La lune entrait dans le dernier tiers de la nuit, une légère traînée de brume s’étirait lentement devant elle. Paul s’éveilla, la bouche sèche. Sûrement un effet secondaire de ce vin blanc, un entre-deux mers sec qui avait accompagné le plateau de fruits de mer la veille. Il se leva délicatement pour ne pas réveiller Lydie et enfila son caleçon à tâtons. Toujours silencieusement, il se glissa hors de la chambre. Lydie se retourna et repoussa le drap. Il eut le temps d’apercevoir fugitivement ses formes dans la pénombre et un sourire se dessina.

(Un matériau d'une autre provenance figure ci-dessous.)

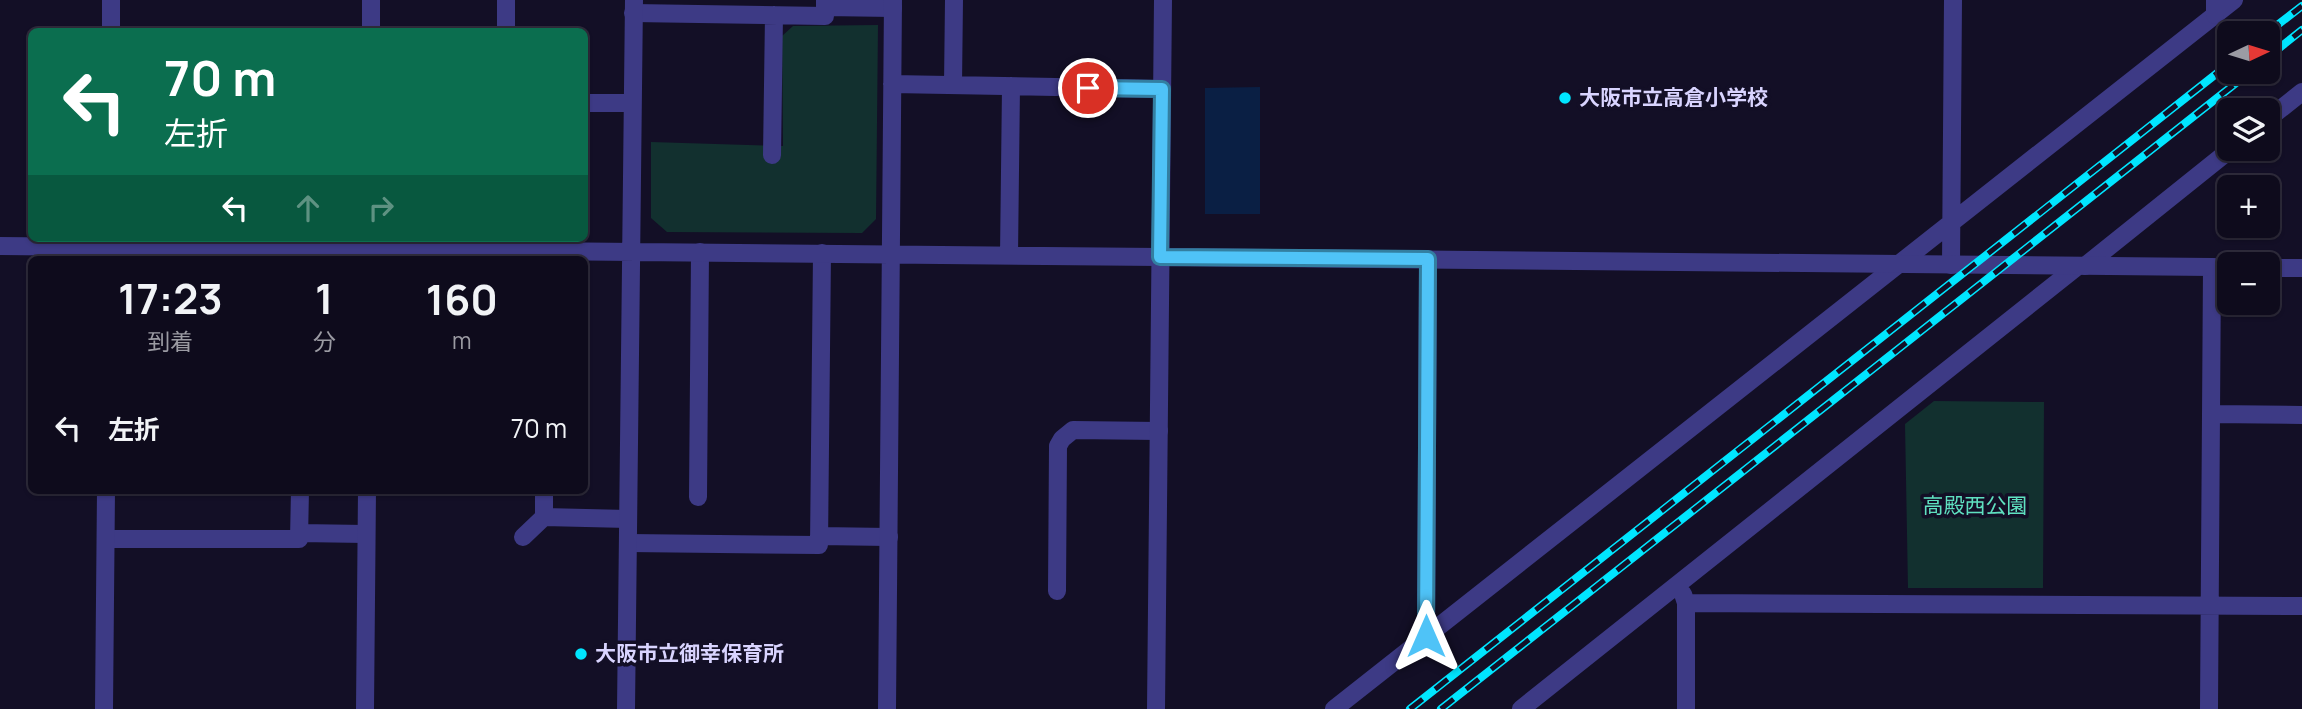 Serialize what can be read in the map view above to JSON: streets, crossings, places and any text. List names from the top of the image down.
{
  "parks": ["高殿西公園"],
  "places": ["大阪市立高倉小学校", "大阪市立御幸保育所"],
  "north": "right",
  "page": {
    "map_buttons": ["+", "−"],
    "turn": ["70 m", "左折"],
    "eta": [
      "17:23",
      "到着",
      "1",
      "分",
      "160",
      "m"
    ],
    "list": [
      {
        "name": "左折",
        "value": "70 m"
      }
    ]
  }
}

Sa main frôla le mur du couloir et ses pieds nus glissaient sur la moquette afin de parer à tout éventuel jouet d’Elvire qui pourrait se trouver sur son chemin. Il passa devant la porte de la chambre de l’enfant et à nouveau le sourire refit son apparition. Il résista au plaisir d’entrouvrir cette porte.

Enfin, il entra dans la cuisine et poussa l’interrupteur. La lumière se fit, aveuglante et il cligna des yeux. C’était douloureux. Il se dirigea vers l’évier et prit un verre qui avait fini de sécher sur l’égouttoir, le remplit d’eau et but d’un trait, sans respirer. Il le remplit à nouveau mais cette fois, but plus doucement, son regard fixant la lune. Un chat poussa un miaulement strident, semblable à un cri de bébé et le fit sursauter. Inquiet, il rinça son verre et le reposa sur le bord de l’évier. Il reprit son voyage en sens inverse après avoir éteint la lumière, toujours la main frôlant le mur.

Devant la porte d’Elvire, cette fois, il ne résista pas à l’envie de la pousser et de contempler quelques secondes,la deuxième femme de sa vie. Il le fit doucement, pour ne pas risquer d’interrompre le sommeil de la petite. Ce petit bout d’à peine huit ans qui était sa fierté, sa plus grande réussite dans la vie.

Une fois la porte entrouverte, il lui fallut adapter sa vision à l’obscurité quasi totale la pièce. La petite tenait à ce que son store soit complètement fermer pour dormir, qu’il ne puisse même pas passer un rayon de lune. A force de fouiller dans l’ombre épaisse de la chambre, il finit par percevoir le petit lit et son drap blanc imprimé de motif plus sombre. Mais le drap était bizarrement plat. Il plissa les yeux cherchant à percer la nuit. Mais non, le drap n’avait aucune forme.Il se dit alors qu’elle avait du glisser de son lit et était restée endormie par terre, sur la moquette. Il poussa le battant jusqu’au bout et avança dans la chambre. Il allait la remettre dans son lit. En pénétrant, il eût le sentiment qu’elle n’était pas allongée à terre, à côté du lit... sentiment qui se confirma. Il se baissa, un peu angoissé, promena ses mains sur la moquette... rien ! Sous le lit, peut-être s’était-elle glissée sous le lit, ensommeillée.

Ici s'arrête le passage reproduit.